Caroline Tisdall

Prof. Caroline TisdallProf. Caroline Tisdall

Prof. Caroline Tisdall was feature writer for The Guardian in the 1970s when she began working with Joseph Beuys.

She has published 7 books on Joseph Beuys and worked with him to organise many of his major exhibitions including 'The Secret Block for a Secret Person in Ireland' (MOMA, Oxford 1974; ICA, London,1974;  MOMA, Edinburgh, 1974; Ulster Museum, Belfast, 1974; Municipal museum of Modern art, Dublin, 1974) and his major retrospective at the Guggenheim in New York in 1979. The accompanying catalogue published by Thames and Hudson was produced together with Beuys.

Her best known work with Beuys is Coyote: I like America and America likes Me. This book of her photographs and text documents Beuys' iconic dialogue with a coyote in New York in 1974.  For Caroline, this marked the beginning of a way of working with nature, offering her insights that have guided her work in the field of conservation ever since. 

She has achieved recognition for her organic gardens, her conservation work in Africa and her many books and films, which include the direction of Joseph Beuys and The Last Post Run for BBC2 and Channel 4 respectively.    

Since Beuys developed the 7000 Oaks, Caroline has continued to plant trees in the Beuysian spirit in Africa, Holland, England, Ireland and Scotland, including, most recently, a memorial oak wood for her late partner, Paul van Vlissingen.

Caroline has supported the work of many nature and conservation groups and organisations. She was recently elected to the Council of the National Trust, and is a long-term trustee of the John Muir Wilderness Trust. Her film 'Marakele: The Making of a National Park' and rare footage of black rhino translocation in Africa were recently donated to 'Wildscreen Arkive' an international archive of conservation films, whose president David Attenborough hosted Caroline at Buckingham Palace. 

Caroline's commitment to the field of social sculpture has a long history. Her engagement in the work of the Free International University began in the mid seventies with the drafting of a report to the European Economic Community on the feasibility of a "Free International University for Creativity and Interdisciplinary Research' in Dublin. Around the same time she began doing the preparatory work with groups in the UK towards their engagement in the Free International University programme that she organised for Beuys, with Robert McDowell, to coincide with the Honey Pump at the Workplace in 1977. This was the first in depth contact between Caroline and Shelley Sacks, who was beginning to develop Free international University activities in South Africa. In 1990 together with Lourien Wijiers, she faciltated the international event 'Art and Science meets Spirtiuality in a Changing Economy' - whose transdisciplinary participants included John Cage, Sogyal Rimpoche, Rober Rauschenberg and David Bohm.
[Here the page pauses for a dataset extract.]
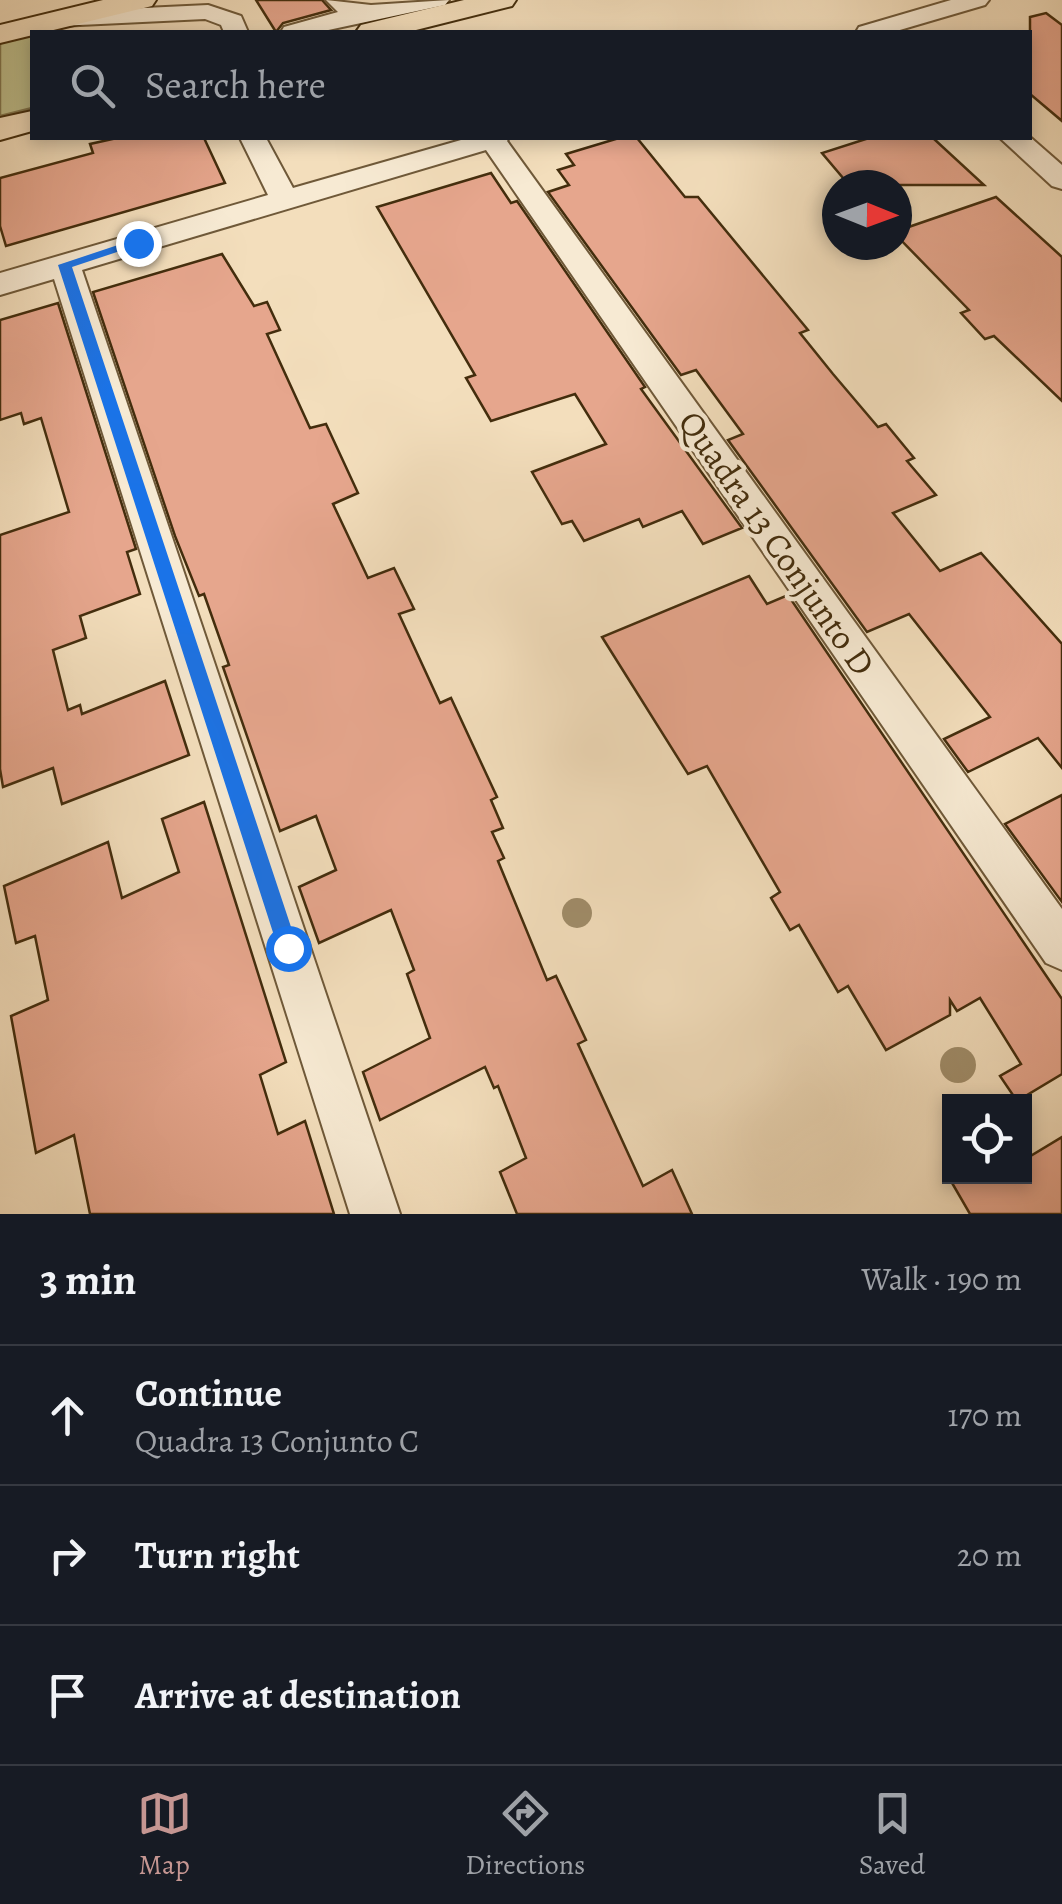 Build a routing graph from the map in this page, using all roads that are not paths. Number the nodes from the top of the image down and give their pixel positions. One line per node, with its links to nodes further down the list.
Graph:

Caroline's continuing commitment in the field of social sculpture and transformative projects and support for the work of the Social Sculpture Research Unit has enabled the SSRU network to flourish. 

In 2001, together with Shelley Sacks, Richard Hayward and Graham van Wyk, she initiated the Sustaining Life Project which organised a number of interdisciplinary events on 'protected areas and governance' and several 'connective aesthetics' colloquia. This has now evolved into the new Earth Agenda project. 

Caroline is actively involved in the University of the Trees project, and will work with Shelley in the summer to set up a University of the Trees group in London. Most recently she has facilitated a dialogue between Jill Butler of the Woodland Trust and Shelley Sacks -who have begun to explore how University of the Trees processes might relate to aspects of the Woodland Trust's work.